As more and more gargantuan data centers come on line, environmentalists have been concerned about massive increases in electricity consumption and pollution. However, according to a new study published in Science, that simply hasn't happened. While cloud computing output has jumped by 600 percent from 2010 to 2018, energy consumption rose by just 6 percent. That's because companies like Google have massively increased efficiencies with new chip designs, custom-tailored airflow solutions and other tech.

Between 2005 and 2010, data center electricity consumption increased by a lot more (56 percent), as the New York Times reported. So what happened after that? According to the study, data centers shifted from smaller computer centers over to much larger facilities run by Google, Microsoft, Amazon and other tech giants.

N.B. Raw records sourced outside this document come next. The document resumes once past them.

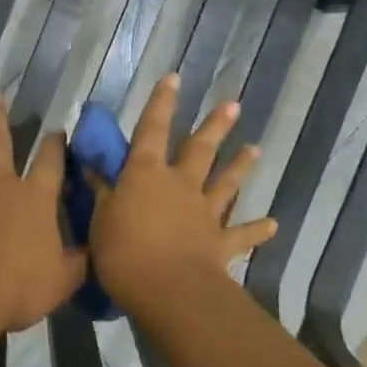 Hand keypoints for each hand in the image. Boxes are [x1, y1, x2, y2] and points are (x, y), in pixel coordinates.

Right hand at [87, 74, 277, 308]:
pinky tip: (273, 224)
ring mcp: (204, 213)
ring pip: (225, 183)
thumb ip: (102, 193)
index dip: (161, 104)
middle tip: (233, 105)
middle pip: (199, 149)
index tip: (174, 78)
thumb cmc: (124, 251)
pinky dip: (258, 229)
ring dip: (240, 166)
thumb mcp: (101, 219)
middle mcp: (180, 185)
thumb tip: (93, 168)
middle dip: (214, 126)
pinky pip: (242, 234)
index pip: (151, 130)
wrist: (168, 288)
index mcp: (146, 174)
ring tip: (255, 149)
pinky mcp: (220, 243) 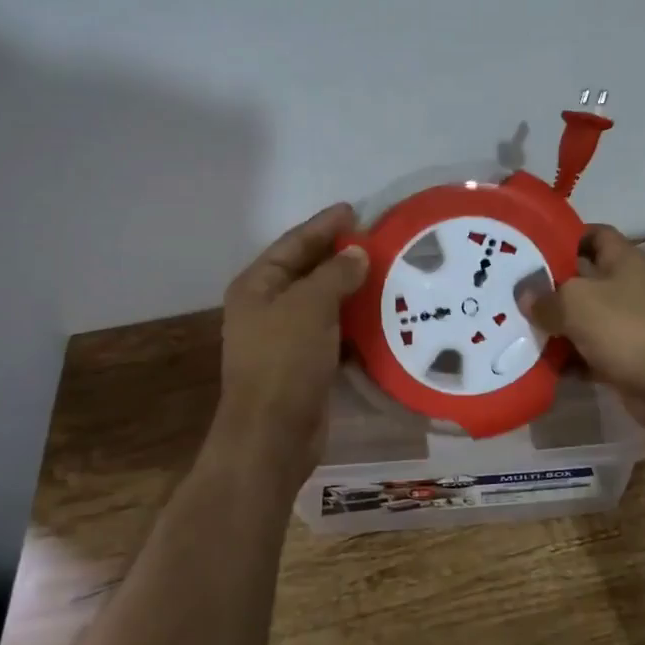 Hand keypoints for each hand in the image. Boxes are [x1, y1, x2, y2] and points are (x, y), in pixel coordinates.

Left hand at [217, 203, 369, 464]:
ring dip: (351, 288)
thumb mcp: (310, 306)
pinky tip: (381, 314)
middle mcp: (267, 307)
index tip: (356, 210)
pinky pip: (333, 330)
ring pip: (323, 301)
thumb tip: (357, 253)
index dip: (324, 225)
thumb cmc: (285, 361)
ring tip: (387, 272)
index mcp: (257, 285)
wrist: (273, 435)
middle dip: (340, 255)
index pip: (294, 243)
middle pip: (307, 270)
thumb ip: (335, 274)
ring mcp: (285, 337)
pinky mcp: (305, 363)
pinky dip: (354, 320)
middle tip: (377, 239)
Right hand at [521, 225, 644, 432]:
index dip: (565, 236)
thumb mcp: (576, 302)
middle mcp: (625, 288)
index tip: (532, 246)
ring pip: (581, 320)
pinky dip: (566, 359)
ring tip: (513, 328)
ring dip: (554, 327)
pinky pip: (586, 353)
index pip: (594, 235)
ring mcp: (625, 325)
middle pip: (582, 280)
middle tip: (511, 290)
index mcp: (622, 260)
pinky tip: (536, 364)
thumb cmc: (626, 328)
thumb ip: (545, 298)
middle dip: (549, 287)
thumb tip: (523, 295)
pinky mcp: (622, 358) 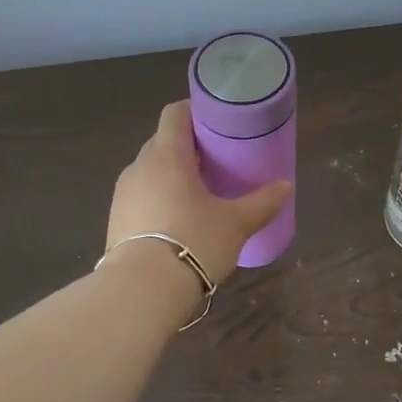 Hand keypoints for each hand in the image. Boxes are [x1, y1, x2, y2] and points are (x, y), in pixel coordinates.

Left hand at [105, 101, 291, 284]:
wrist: (142, 290)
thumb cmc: (193, 242)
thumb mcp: (236, 224)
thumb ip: (262, 203)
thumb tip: (285, 187)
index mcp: (167, 156)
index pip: (175, 114)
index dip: (195, 110)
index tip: (217, 120)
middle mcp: (139, 167)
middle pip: (162, 142)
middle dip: (188, 147)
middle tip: (216, 160)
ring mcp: (122, 195)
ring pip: (150, 171)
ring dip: (172, 174)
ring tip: (199, 192)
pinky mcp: (115, 221)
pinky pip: (141, 196)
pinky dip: (159, 198)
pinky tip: (178, 220) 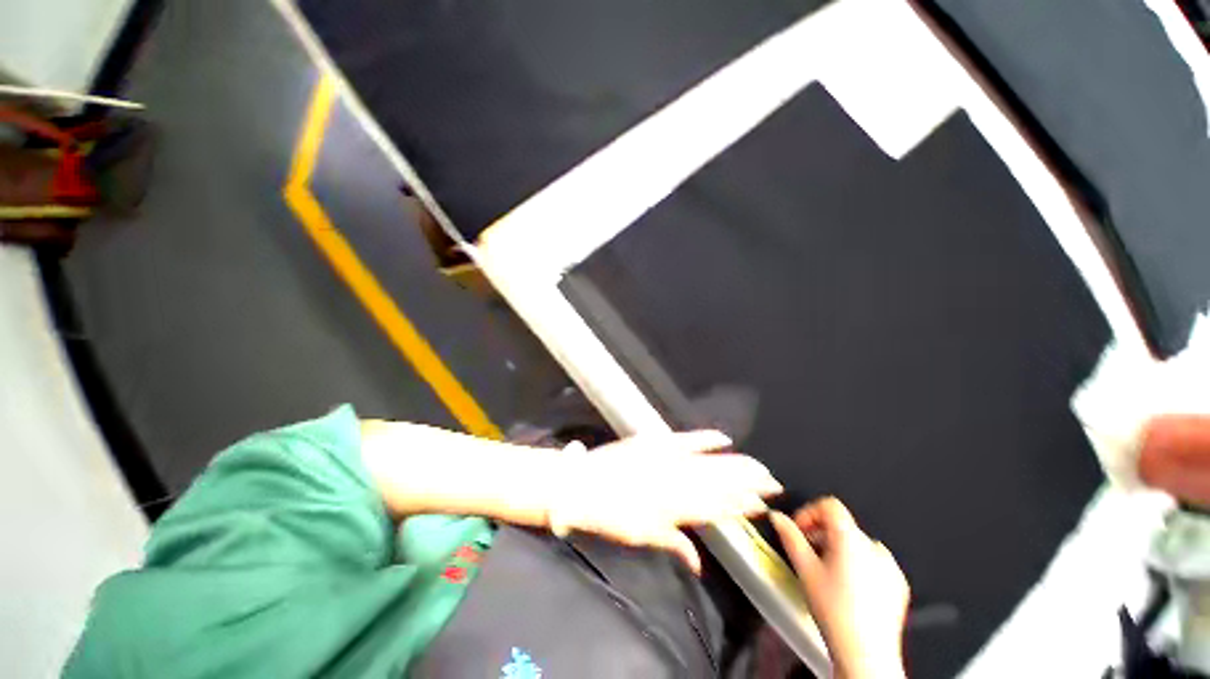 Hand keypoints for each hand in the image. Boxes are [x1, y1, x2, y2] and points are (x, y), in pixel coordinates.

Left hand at [547, 430, 782, 572]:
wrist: (583, 484)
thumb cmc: (610, 515)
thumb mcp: (642, 536)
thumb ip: (674, 545)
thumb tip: (698, 563)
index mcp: (675, 509)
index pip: (717, 509)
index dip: (741, 507)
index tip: (761, 505)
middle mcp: (677, 483)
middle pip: (720, 484)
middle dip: (748, 483)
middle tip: (773, 483)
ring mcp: (667, 458)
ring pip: (710, 463)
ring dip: (736, 464)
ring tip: (759, 466)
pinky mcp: (656, 440)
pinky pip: (686, 438)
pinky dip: (705, 438)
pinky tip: (723, 437)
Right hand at [771, 498, 908, 678]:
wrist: (866, 654)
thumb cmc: (833, 610)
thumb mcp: (804, 569)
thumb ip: (789, 536)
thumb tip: (776, 516)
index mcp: (850, 537)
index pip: (829, 505)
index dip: (810, 512)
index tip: (799, 530)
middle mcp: (873, 546)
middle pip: (842, 525)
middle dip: (821, 535)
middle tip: (808, 556)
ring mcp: (890, 565)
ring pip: (857, 545)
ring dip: (839, 550)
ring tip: (827, 575)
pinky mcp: (899, 584)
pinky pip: (874, 563)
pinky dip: (859, 566)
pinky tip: (849, 589) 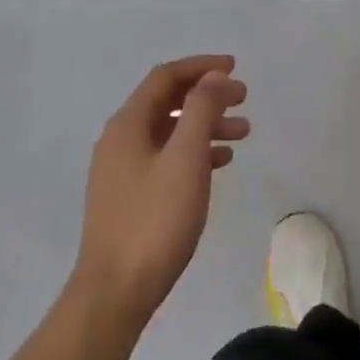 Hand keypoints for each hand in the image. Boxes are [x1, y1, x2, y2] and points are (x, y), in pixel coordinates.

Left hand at [73, 55, 249, 324]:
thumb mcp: (186, 158)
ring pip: (169, 131)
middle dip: (207, 95)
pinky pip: (166, 157)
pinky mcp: (129, 196)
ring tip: (243, 133)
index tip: (235, 68)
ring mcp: (122, 170)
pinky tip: (220, 162)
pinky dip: (194, 151)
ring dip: (205, 124)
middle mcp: (120, 140)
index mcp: (127, 124)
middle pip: (167, 101)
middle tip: (243, 99)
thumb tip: (214, 76)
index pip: (165, 77)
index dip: (201, 67)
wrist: (115, 292)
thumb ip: (201, 110)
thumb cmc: (155, 220) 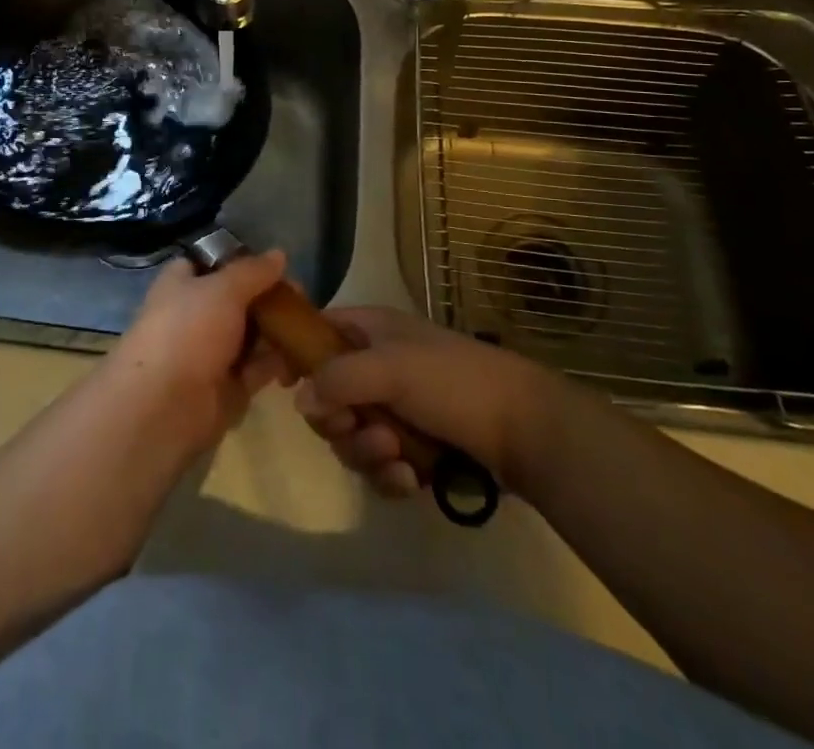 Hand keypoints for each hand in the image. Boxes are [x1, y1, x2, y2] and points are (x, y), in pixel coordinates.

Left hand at [104, 252, 294, 457]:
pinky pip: (259, 367)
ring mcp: (212, 352)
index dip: (242, 260)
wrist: (165, 407)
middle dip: (270, 298)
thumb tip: (279, 254)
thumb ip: (253, 271)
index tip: (276, 263)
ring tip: (311, 326)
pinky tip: (305, 356)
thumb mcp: (222, 289)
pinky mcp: (229, 386)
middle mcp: (197, 314)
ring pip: (252, 334)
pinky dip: (280, 362)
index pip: (212, 263)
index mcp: (182, 284)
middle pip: (239, 299)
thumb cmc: (188, 331)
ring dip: (279, 330)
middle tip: (302, 298)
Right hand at [294, 308, 557, 499]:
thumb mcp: (391, 369)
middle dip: (338, 422)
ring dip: (366, 452)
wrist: (527, 429)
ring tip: (397, 458)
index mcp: (370, 331)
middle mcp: (377, 366)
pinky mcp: (414, 448)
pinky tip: (411, 482)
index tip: (286, 385)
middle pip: (327, 395)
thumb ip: (338, 378)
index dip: (298, 355)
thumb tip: (299, 398)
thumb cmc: (454, 382)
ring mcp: (396, 408)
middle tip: (356, 429)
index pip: (317, 332)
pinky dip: (389, 475)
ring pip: (351, 435)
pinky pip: (379, 465) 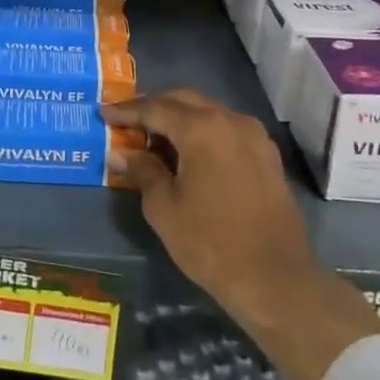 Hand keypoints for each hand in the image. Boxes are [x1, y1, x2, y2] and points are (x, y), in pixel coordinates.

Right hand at [102, 89, 379, 379]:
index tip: (103, 113)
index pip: (155, 108)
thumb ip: (142, 171)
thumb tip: (121, 153)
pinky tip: (187, 152)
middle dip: (153, 106)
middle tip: (127, 120)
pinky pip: (226, 129)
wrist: (276, 280)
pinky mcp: (266, 156)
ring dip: (179, 117)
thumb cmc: (211, 243)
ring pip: (208, 111)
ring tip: (154, 137)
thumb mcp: (164, 208)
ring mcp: (254, 137)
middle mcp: (230, 121)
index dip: (126, 111)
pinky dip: (202, 131)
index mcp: (202, 129)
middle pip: (184, 99) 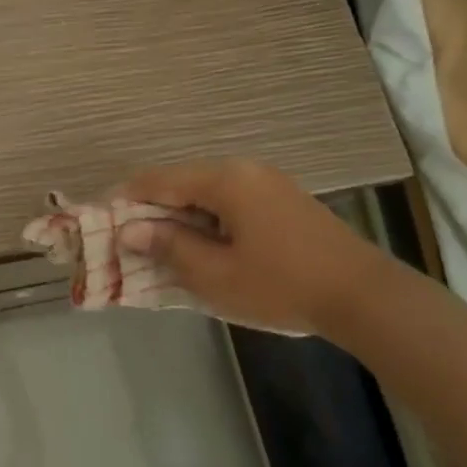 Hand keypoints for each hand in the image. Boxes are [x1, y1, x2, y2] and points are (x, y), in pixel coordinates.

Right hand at [117, 159, 378, 334]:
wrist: (364, 296)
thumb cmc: (281, 284)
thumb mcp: (215, 274)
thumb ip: (169, 247)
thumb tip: (129, 230)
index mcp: (225, 180)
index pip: (159, 180)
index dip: (126, 199)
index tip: (102, 220)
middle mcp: (244, 170)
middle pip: (182, 183)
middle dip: (152, 210)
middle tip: (130, 241)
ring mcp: (268, 183)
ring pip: (207, 193)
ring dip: (181, 217)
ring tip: (163, 248)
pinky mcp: (284, 200)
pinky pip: (230, 202)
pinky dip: (208, 220)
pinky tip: (205, 247) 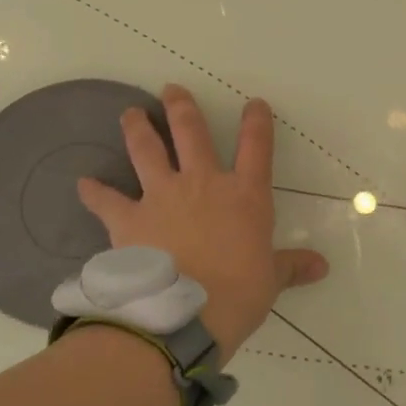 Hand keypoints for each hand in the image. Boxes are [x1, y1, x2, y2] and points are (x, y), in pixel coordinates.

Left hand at [76, 85, 328, 356]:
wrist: (184, 315)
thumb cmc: (237, 294)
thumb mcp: (271, 280)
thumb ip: (292, 266)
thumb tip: (323, 266)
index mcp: (244, 195)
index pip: (256, 147)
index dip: (257, 122)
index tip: (254, 103)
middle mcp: (203, 184)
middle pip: (192, 134)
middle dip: (182, 108)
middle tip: (171, 90)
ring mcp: (162, 196)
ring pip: (147, 151)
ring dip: (137, 129)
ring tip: (130, 113)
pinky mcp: (129, 219)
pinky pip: (107, 200)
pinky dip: (94, 191)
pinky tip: (83, 183) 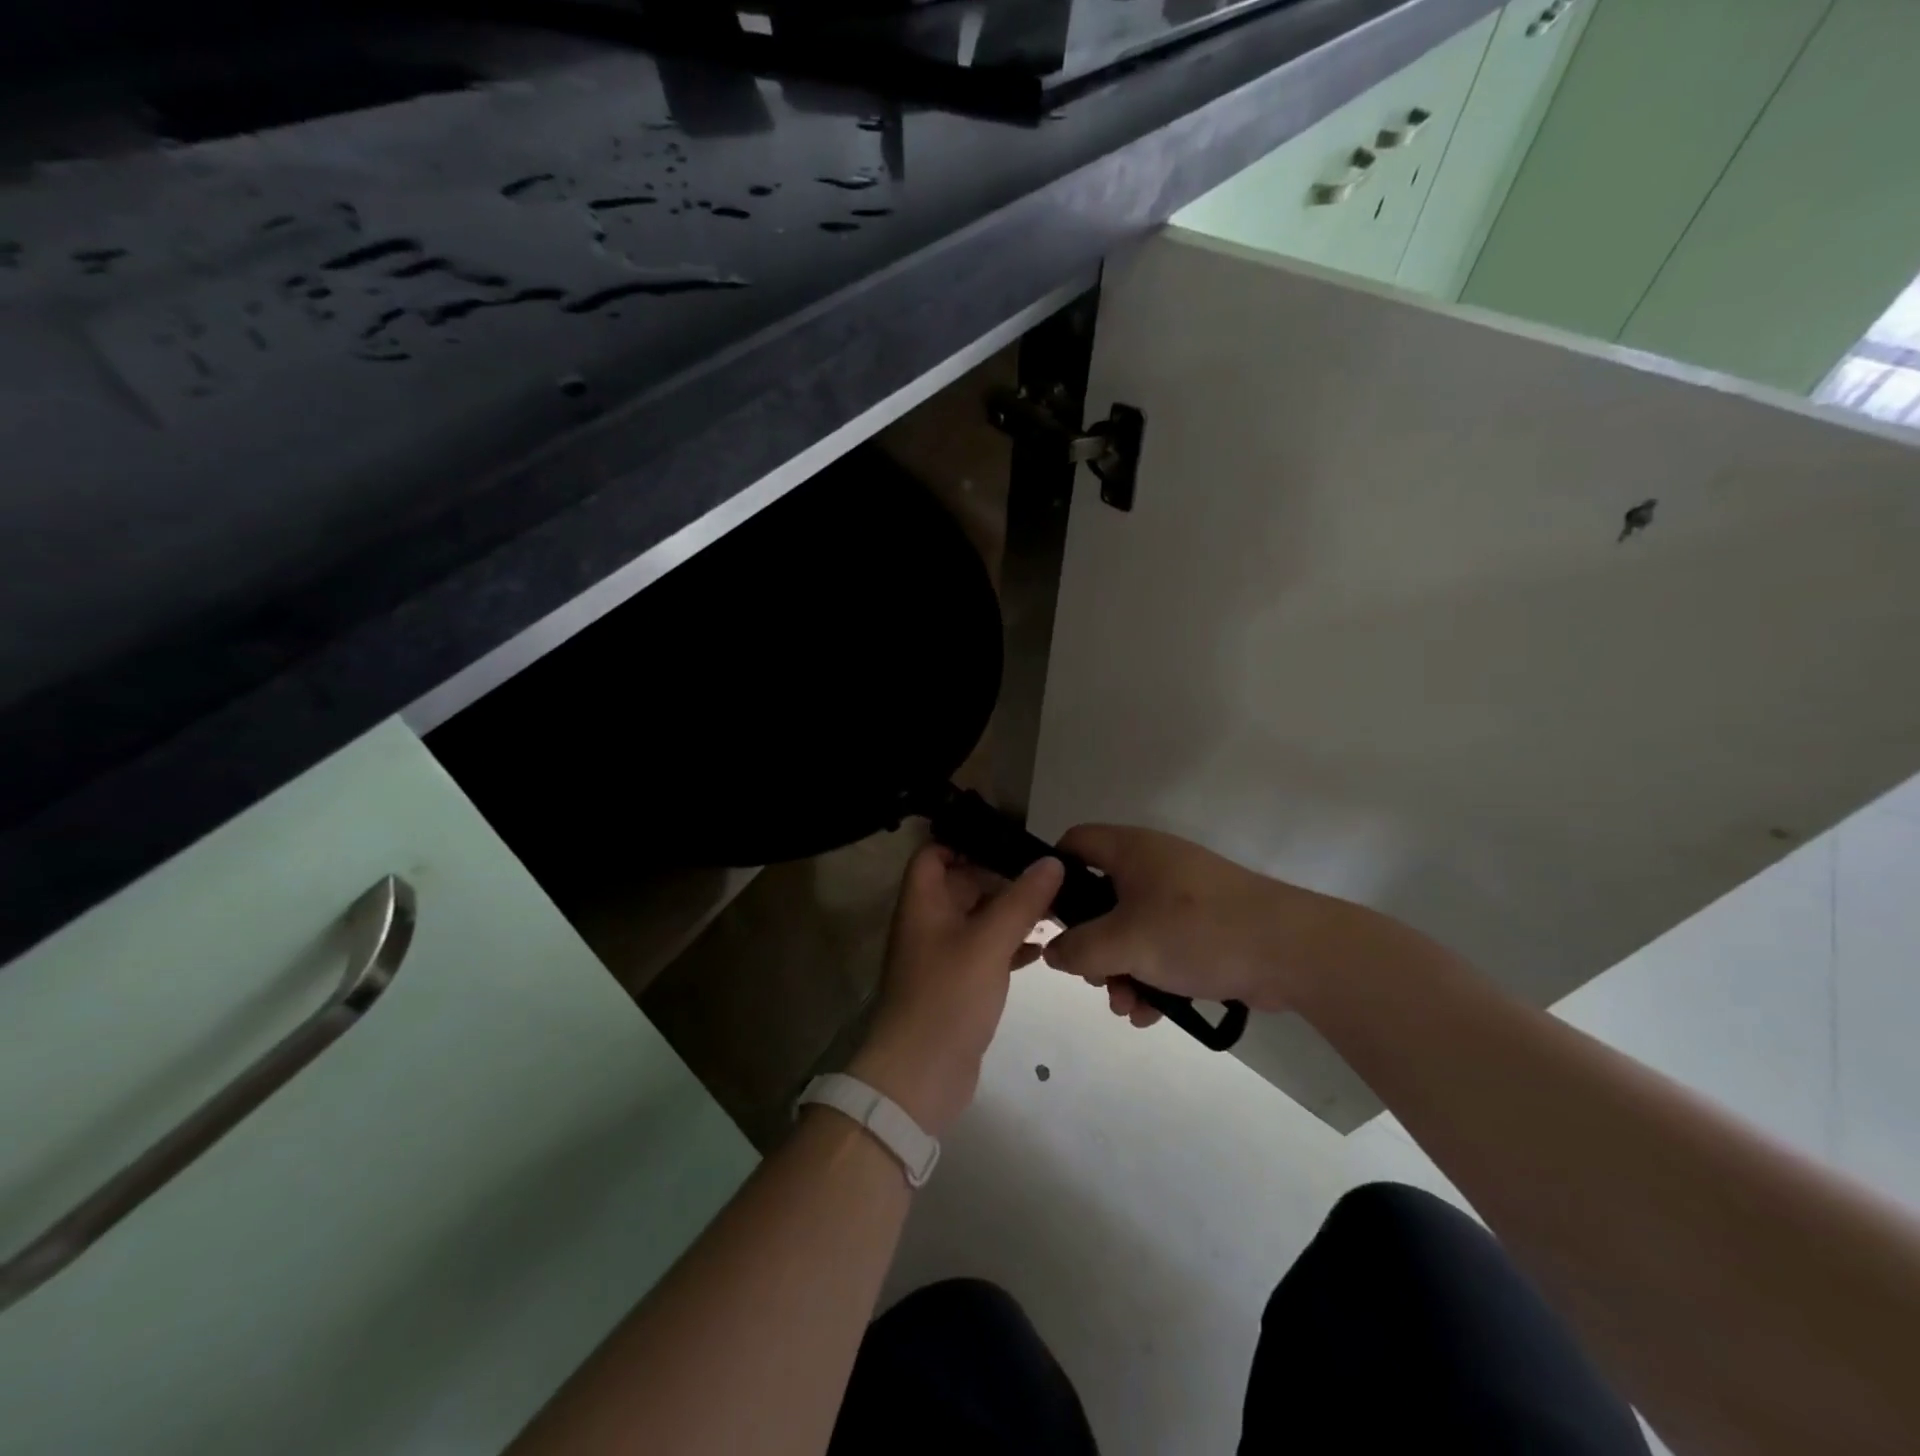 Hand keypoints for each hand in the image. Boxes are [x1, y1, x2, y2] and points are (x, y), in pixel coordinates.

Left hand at [848, 845, 1063, 1136]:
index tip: (1010, 841)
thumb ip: (1021, 900)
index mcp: (923, 902)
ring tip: (1056, 907)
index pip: (934, 853)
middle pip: (963, 883)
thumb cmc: (948, 996)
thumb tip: (1051, 862)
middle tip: (1049, 875)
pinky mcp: (960, 983)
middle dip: (1002, 878)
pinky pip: (987, 950)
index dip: (965, 841)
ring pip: (979, 918)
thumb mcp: (988, 942)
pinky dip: (1012, 944)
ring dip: (1012, 912)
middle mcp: (929, 922)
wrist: (920, 1075)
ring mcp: (944, 954)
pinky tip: (1043, 947)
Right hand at [1041, 824, 1373, 1025]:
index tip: (1046, 916)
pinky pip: (1162, 946)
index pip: (1075, 843)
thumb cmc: (1197, 932)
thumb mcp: (1126, 943)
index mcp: (1132, 851)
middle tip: (1093, 976)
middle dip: (1092, 944)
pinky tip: (1153, 1012)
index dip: (1054, 874)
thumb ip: (1079, 950)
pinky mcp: (1206, 925)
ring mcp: (1182, 896)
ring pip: (1131, 929)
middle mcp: (1154, 865)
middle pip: (1100, 897)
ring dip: (1121, 969)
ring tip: (1127, 1006)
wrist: (1293, 951)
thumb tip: (1053, 953)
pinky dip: (1152, 975) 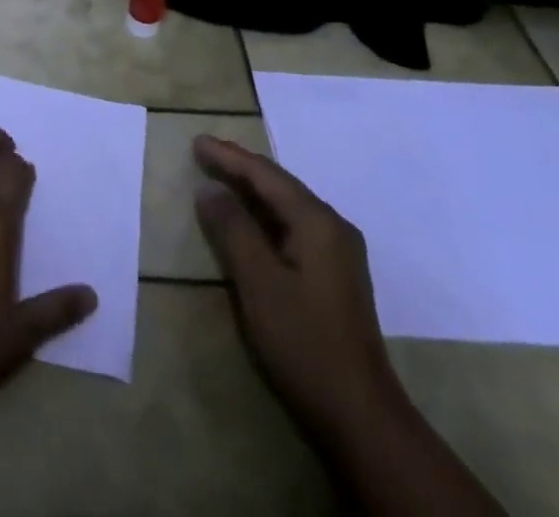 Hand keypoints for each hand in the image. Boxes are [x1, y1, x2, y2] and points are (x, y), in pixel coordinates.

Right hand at [193, 134, 399, 441]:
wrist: (361, 416)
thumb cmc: (304, 342)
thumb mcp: (259, 282)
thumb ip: (233, 229)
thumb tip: (210, 189)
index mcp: (317, 222)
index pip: (266, 175)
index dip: (229, 157)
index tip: (196, 142)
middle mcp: (333, 227)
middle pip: (279, 185)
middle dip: (241, 167)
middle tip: (204, 152)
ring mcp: (339, 252)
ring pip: (287, 206)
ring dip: (252, 190)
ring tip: (220, 176)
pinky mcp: (335, 275)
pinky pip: (294, 226)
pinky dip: (265, 215)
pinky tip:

These companies are highly motivated to save money. Google generates seven times more computing power than it did in 2015, but uses no extra energy, according to Google's technical infrastructure VP, Urs Hölzle. He wrote that the company found those savings by designing high-efficiency Tensor Proessing Units and using machine learning to optimize cooling.

Companies like Apple and Google have also taken steps to make data centers carbon neutral by developing solar farms or using green power to offset energy usage. As it stands now, data centers use about one percent of the world's electricity, equivalent to 17 million US households. That figure is barely rising, and scientists expect it to stay that way for another three or four years.